Impacts of introduced mammalian predators on indigenous birds of freshwater wetlands in New Zealand
- Science and Capability Group, Department of Conservation, Private Bag 4715, Christchurch Mail Centre, Christchurch 8140, New Zealand
- 56 Margaret Ave, Havelock North 4130, New Zealand
- Science and Capability Group, Department of Conservation, PO Box 5244, Dunedin 9058, New Zealand
The impacts of introduced mammalian predators on the viability of bird populations in forest, river and coastal habitats in New Zealand are well known. However, a common understanding of their impacts in freshwater wetlands is lacking. We review evidence for impacts of introduced mammalian predators on freshwater birds, particularly specialist species restricted to wetlands, and use this information to make predictions about freshwater species likely to be vulnerable to predation.

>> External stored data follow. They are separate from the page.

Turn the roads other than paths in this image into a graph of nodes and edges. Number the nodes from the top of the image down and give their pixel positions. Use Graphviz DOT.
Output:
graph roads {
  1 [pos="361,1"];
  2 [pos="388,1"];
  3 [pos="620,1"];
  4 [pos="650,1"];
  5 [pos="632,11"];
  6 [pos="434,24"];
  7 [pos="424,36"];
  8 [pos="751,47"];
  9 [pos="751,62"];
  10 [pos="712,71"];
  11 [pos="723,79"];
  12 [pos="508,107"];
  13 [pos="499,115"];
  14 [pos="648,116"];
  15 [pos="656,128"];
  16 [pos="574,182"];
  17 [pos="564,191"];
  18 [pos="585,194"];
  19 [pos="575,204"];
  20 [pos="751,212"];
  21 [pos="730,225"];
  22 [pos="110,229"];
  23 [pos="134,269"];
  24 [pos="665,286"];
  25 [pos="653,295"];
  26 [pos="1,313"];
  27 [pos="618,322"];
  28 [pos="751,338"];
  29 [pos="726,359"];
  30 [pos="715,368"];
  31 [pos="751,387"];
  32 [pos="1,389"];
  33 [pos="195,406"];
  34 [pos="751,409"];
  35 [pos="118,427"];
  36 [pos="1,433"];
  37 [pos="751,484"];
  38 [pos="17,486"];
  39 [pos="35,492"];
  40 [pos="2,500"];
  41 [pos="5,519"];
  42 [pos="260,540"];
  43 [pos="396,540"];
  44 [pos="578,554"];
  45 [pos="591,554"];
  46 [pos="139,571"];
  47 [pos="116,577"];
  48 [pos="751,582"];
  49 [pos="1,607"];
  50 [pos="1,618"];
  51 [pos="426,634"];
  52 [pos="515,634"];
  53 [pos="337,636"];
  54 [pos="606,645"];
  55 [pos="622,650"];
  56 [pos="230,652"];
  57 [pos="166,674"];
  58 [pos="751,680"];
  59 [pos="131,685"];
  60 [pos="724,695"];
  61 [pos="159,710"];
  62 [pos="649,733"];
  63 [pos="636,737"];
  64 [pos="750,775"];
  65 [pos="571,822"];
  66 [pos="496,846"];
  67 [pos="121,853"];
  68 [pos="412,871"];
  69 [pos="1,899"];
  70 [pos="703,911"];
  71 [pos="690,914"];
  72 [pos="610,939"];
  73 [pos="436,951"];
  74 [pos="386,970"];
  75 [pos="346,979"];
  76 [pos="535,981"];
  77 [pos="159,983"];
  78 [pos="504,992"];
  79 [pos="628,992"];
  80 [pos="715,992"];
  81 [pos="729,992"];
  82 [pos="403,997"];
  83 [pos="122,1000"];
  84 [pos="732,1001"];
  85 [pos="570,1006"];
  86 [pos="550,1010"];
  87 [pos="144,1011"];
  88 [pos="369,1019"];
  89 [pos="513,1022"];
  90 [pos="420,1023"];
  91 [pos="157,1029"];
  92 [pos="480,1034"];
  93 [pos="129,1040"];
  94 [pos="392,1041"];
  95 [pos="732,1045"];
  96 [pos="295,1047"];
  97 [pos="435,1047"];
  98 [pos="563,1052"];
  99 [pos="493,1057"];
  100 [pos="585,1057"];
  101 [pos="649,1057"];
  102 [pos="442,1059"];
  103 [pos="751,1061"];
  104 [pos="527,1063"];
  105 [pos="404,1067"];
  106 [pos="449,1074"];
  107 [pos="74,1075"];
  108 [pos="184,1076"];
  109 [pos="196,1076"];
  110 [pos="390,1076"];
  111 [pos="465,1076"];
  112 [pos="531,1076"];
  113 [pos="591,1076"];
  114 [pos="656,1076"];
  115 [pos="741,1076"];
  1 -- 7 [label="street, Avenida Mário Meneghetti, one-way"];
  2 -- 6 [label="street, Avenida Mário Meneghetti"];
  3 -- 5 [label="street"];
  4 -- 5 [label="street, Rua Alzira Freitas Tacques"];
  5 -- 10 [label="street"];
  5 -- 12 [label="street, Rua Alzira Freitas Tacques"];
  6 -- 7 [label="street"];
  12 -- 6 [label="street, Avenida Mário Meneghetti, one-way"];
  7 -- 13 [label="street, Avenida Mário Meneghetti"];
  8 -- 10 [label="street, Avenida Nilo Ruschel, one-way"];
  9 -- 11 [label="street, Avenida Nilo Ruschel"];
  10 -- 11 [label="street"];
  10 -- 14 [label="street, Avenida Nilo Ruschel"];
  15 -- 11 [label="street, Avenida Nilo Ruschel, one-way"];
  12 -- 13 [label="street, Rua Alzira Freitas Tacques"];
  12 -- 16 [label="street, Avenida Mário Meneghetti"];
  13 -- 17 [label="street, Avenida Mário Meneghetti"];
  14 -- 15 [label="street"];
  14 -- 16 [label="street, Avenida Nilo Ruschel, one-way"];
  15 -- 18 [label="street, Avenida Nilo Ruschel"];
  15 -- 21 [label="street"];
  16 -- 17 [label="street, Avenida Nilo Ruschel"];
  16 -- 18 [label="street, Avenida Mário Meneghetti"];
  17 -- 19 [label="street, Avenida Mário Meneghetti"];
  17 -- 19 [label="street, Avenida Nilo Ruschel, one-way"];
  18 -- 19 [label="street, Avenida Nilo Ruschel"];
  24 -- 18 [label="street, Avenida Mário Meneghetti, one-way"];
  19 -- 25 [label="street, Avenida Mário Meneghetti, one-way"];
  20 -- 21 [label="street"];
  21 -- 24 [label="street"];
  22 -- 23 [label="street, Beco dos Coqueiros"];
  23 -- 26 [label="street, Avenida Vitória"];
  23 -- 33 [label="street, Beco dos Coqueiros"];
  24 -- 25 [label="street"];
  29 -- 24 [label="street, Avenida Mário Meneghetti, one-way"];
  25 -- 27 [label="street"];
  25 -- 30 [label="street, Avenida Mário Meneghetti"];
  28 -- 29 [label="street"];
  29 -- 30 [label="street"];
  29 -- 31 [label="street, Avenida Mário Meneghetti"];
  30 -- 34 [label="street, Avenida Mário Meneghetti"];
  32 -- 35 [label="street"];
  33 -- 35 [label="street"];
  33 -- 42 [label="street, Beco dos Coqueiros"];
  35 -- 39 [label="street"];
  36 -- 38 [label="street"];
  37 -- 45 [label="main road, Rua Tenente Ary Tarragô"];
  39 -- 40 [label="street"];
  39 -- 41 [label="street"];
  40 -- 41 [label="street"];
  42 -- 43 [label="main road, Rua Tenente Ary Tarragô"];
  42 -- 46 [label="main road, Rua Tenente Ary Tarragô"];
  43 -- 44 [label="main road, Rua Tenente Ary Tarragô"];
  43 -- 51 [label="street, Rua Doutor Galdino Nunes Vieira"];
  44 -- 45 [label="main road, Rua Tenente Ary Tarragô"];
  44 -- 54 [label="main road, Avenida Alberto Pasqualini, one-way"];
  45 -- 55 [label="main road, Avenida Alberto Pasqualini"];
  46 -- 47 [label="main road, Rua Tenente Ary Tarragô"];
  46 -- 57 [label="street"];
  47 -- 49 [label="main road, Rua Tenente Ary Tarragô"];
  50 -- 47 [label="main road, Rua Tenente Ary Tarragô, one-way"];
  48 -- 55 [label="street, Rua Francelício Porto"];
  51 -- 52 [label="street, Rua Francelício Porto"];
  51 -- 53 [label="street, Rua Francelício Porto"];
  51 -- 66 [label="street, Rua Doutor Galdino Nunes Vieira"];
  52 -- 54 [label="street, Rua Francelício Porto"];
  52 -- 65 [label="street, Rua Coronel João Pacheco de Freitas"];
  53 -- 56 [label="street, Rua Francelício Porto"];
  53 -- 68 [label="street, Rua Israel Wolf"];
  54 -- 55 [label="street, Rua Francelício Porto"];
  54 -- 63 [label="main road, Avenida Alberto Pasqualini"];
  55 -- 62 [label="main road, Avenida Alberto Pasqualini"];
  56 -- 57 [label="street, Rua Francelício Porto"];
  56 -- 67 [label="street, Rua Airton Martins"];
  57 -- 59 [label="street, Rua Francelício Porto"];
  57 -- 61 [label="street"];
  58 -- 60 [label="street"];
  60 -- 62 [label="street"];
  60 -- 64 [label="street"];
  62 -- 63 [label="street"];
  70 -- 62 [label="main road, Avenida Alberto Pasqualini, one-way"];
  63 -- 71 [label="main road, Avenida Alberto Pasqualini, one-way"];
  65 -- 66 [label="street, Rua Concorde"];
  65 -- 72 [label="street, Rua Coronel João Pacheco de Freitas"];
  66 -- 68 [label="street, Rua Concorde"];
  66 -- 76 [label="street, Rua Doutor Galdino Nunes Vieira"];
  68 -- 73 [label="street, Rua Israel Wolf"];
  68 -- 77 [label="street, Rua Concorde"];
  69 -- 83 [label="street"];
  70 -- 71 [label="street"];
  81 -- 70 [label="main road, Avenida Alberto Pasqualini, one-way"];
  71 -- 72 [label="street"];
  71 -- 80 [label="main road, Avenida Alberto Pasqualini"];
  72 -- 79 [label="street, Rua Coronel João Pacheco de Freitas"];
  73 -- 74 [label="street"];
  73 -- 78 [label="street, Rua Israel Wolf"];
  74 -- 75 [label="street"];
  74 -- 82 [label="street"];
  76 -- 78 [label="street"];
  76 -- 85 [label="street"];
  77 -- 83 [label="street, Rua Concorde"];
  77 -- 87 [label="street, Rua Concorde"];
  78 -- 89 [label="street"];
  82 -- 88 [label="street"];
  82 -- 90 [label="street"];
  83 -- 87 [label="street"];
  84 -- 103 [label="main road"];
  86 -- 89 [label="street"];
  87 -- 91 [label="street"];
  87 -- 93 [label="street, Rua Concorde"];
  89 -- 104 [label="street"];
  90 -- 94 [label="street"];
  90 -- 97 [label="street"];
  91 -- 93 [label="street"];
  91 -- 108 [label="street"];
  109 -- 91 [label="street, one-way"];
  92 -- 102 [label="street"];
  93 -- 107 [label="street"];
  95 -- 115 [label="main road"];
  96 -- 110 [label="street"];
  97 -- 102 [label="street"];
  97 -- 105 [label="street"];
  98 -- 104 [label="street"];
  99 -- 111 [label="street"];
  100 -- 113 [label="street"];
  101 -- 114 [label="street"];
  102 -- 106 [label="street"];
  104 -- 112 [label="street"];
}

Extinctions and significant declines of freshwater species have been numerous since humans introduced mammalian predators to New Zealand. Anecdotal evidence links predation to the loss of 11 of 14 extinct birds that would have inhabited wetlands. Thirty extant species, particularly ground-nesting species, are still under threat from mammalian predators. All introduced mammalian predator species are abundant and/or widespread in New Zealand wetlands and most have been confirmed to prey upon freshwater bird species. While their precise impacts on the long-term viability of threatened bird populations have not been evaluated, evidence suggests that predation is a serious threat, warranting predator control. An evaluation using documented predation events and ecological traits suggests that six threatened wetland specialists are at high risk of predation: Australasian bittern (Botaurus poiciloptilus), banded rail (Gallirallus philippensis), brown teal (Anas chlorotis), fernbird (Bowdleria punctata), marsh crake (Porzana pusilla), and spotless crake (P. tabuensis). Research is needed on the ecology and behaviour of mammalian predators in wetlands to help understand their impacts on long-term viability of bird populations and to assist in developing and monitoring predator control programmes.